- Origin: Isle of Wight
- Genres: Indie rock
- Years active: 2019–present
- Members: Jess Eastwood; Joe Perry; Steph Norris; Guy Page;
- Website: coach-party.com

= Coach Party =

British indie rock band

Coach Party is a British four-piece indie rock band formed on the Isle of Wight, England in 2019. The band is composed of lead singer and bassist Jess Eastwood, guitarists Joe Perry and Steph Norris, and drummer Guy Page.

==History==

===Pre-Coach Party===
Before forming Coach Party, the band performed under the name Jeph and released three songs: "Hey Baby" (2018), "Harry" (2018), and "Lola" (2019).

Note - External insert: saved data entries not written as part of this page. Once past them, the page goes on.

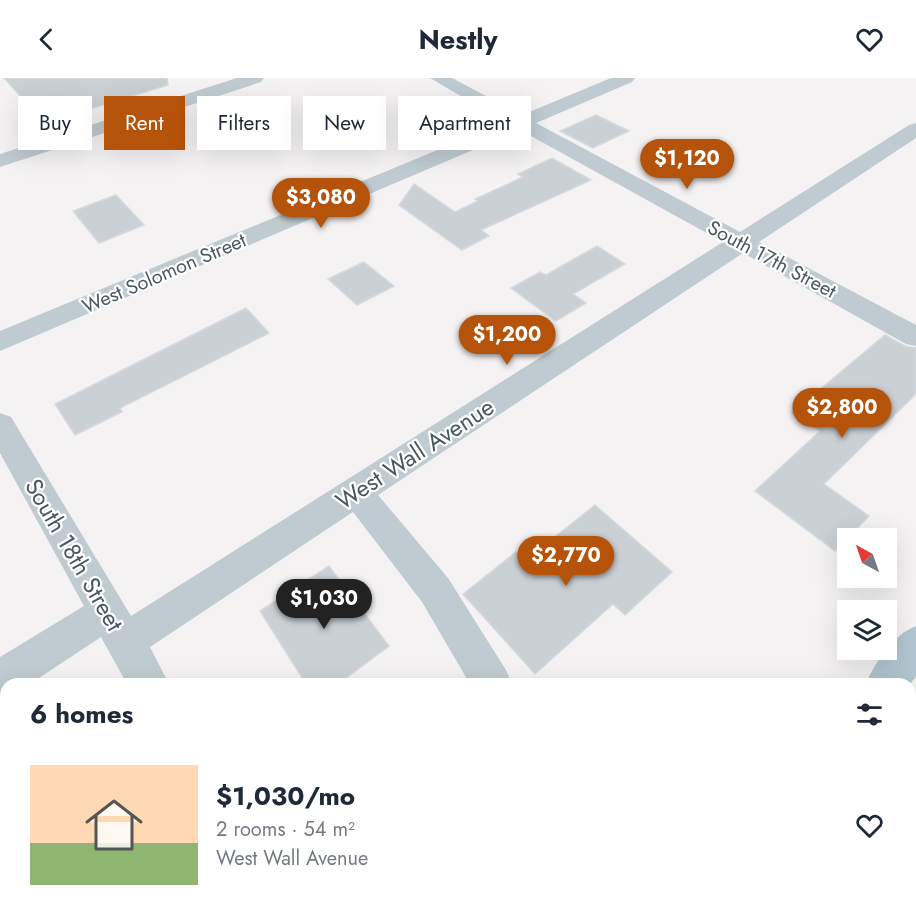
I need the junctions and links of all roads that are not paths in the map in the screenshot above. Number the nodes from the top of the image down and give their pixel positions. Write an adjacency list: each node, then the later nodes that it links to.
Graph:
1 (255, 78): 9 (street)
2 (439, 78): 4 (street, South 17th Street)
3 (626, 78): 5 (street, West Solomon Street)
4 (472, 96)
5 (531, 119)
6 (531, 128): 10 (street, South 17th Street)
7 (915, 130): 10 (street, West Wall Avenue)
8 (457, 150): 12 (street, West Solomon Street)
9 (0, 161)
10 (742, 243): 11 (street, South 17th Street); 14 (street, West Wall Avenue)
11 (916, 337)
12 (0, 342)
13 (0, 425): 15 (street, South 18th Street)
14 (356, 492): 15 (street, West Wall Avenue); 19 (street)
15 (116, 627): 17 (street, West Wall Avenue); 18 (street, South 18th Street)
16 (916, 645): 20 (main road)
17 (4, 678)
18 (146, 678)
19 (488, 678)
20 (891, 678)

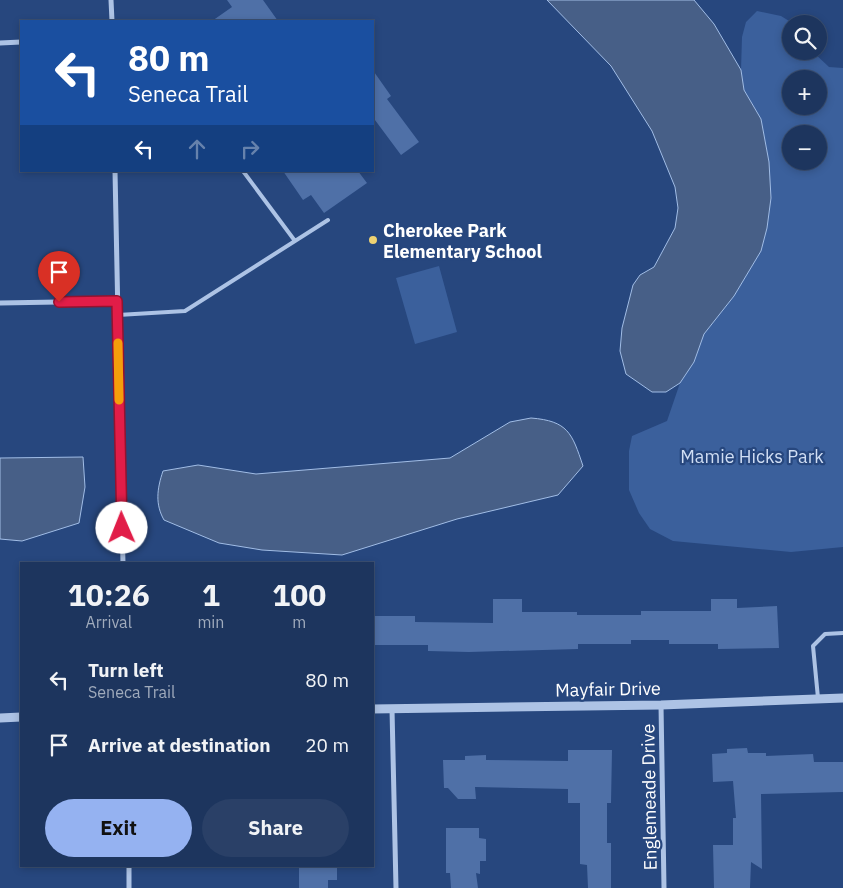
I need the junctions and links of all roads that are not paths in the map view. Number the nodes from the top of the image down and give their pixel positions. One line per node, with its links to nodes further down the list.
1 (111, 0): 2 (street)
2 (112, 20)
3 (20, 42): 4 (street)
4 (0, 43)
5 (115, 172): 9 (street)
6 (244, 172): 8 (lane)
7 (328, 220): 8 (lane)
8 (295, 241): 11 (lane)
9 (117, 301): 10 (street); 11 (street)
10 (0, 303)
11 (118, 314): 12 (street)
12 (123, 562)
13 (843, 632): 15 (lane)
14 (843, 698): 15 (street, Mayfair Drive)
15 (818, 700): 16 (street, Mayfair Drive)
16 (661, 705): 18 (street, Mayfair Drive); 24 (street, Englemeade Drive)
17 (374, 709): 18 (street, Mayfair Drive)
18 (392, 709): 23 (street)
19 (0, 718): 20 (street)
20 (20, 718)
21 (129, 867): 22 (street)
22 (129, 888)
23 (396, 888)
24 (664, 888)

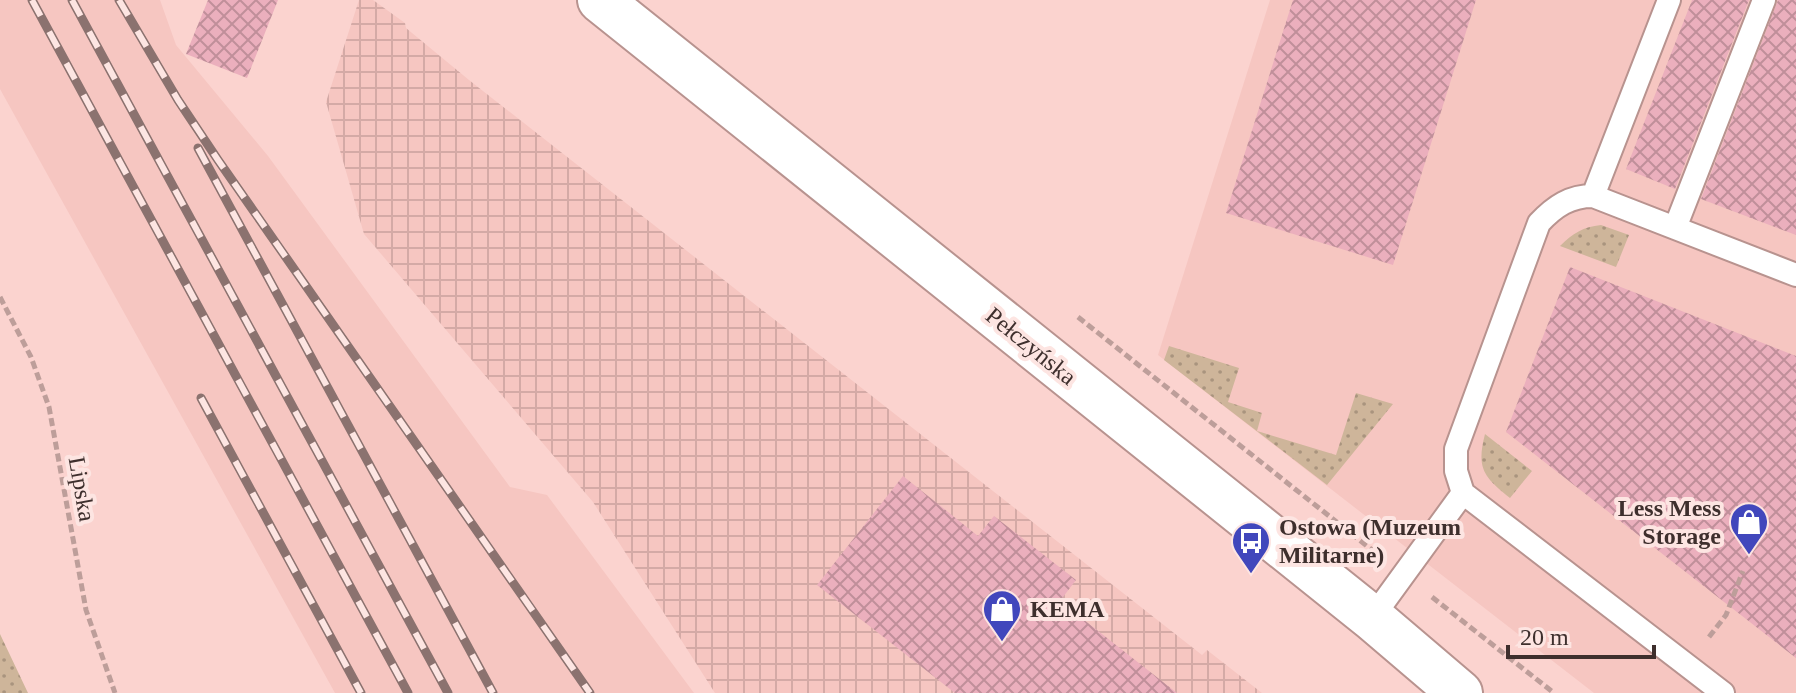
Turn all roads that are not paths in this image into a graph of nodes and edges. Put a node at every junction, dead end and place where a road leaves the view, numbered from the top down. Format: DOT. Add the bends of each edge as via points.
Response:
graph roads {
  1 [pos="600,0"];
  2 [pos="1669,0"];
  3 [pos="1764,0"];
  4 [pos="1593,196"];
  5 [pos="1675,228"];
  6 [pos="1796,275"];
  7 [pos="1463,493"];
  8 [pos="1372,618"];
  9 [pos="1460,693"];
  10 [pos="1723,693"];
  1 -- 8 [label="main road, Pełczyńska"];
  2 -- 4 [label="lane"];
  3 -- 5 [label="lane"];
  4 -- 5 [label="lane"];
  4 -- 7 [label="lane" via="1564,202 1539,223 1456,449"];
  5 -- 6 [label="lane"];
  7 -- 8 [label="lane"];
  7 -- 10 [label="lane"];
  8 -- 9 [label="main road, Pełczyńska"];
}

===Coach Party (2019–present)===
Chess Club Records signed the newly named Coach Party in 2019, and the band re-released their previous single "Lola" as "Oh Lola" in November 2019.

In early 2020, the band began releasing singles leading up to the eventual release of their debut EP Party Food, released in June of that year on Chess Club Records. The Guardian Damien Morris reviewed the album and called the band "poppy, witty and experimental," further saying they "are far more interesting than a cursory listen suggests". Morris explained, "Plenty of new indie bands become less interesting the more you hear them, but Coach Party, like the Isle of Wight, are more intriguing than they first appear." NME highlighted how the band tackles difficult subjects, such "as self-hatred, tricky relationships and confronting one’s own inner demons in their lyrics," which NME claims, "when paired with their joyous, pint-spilling brand of indie rock, it’s a combination that so often works wonders".

In September 2025, Coach Party released their second studio album, Caramel. The band performed in record shops across the UK, including a homecoming performance at Triple A Records in Newport on the Isle of Wight.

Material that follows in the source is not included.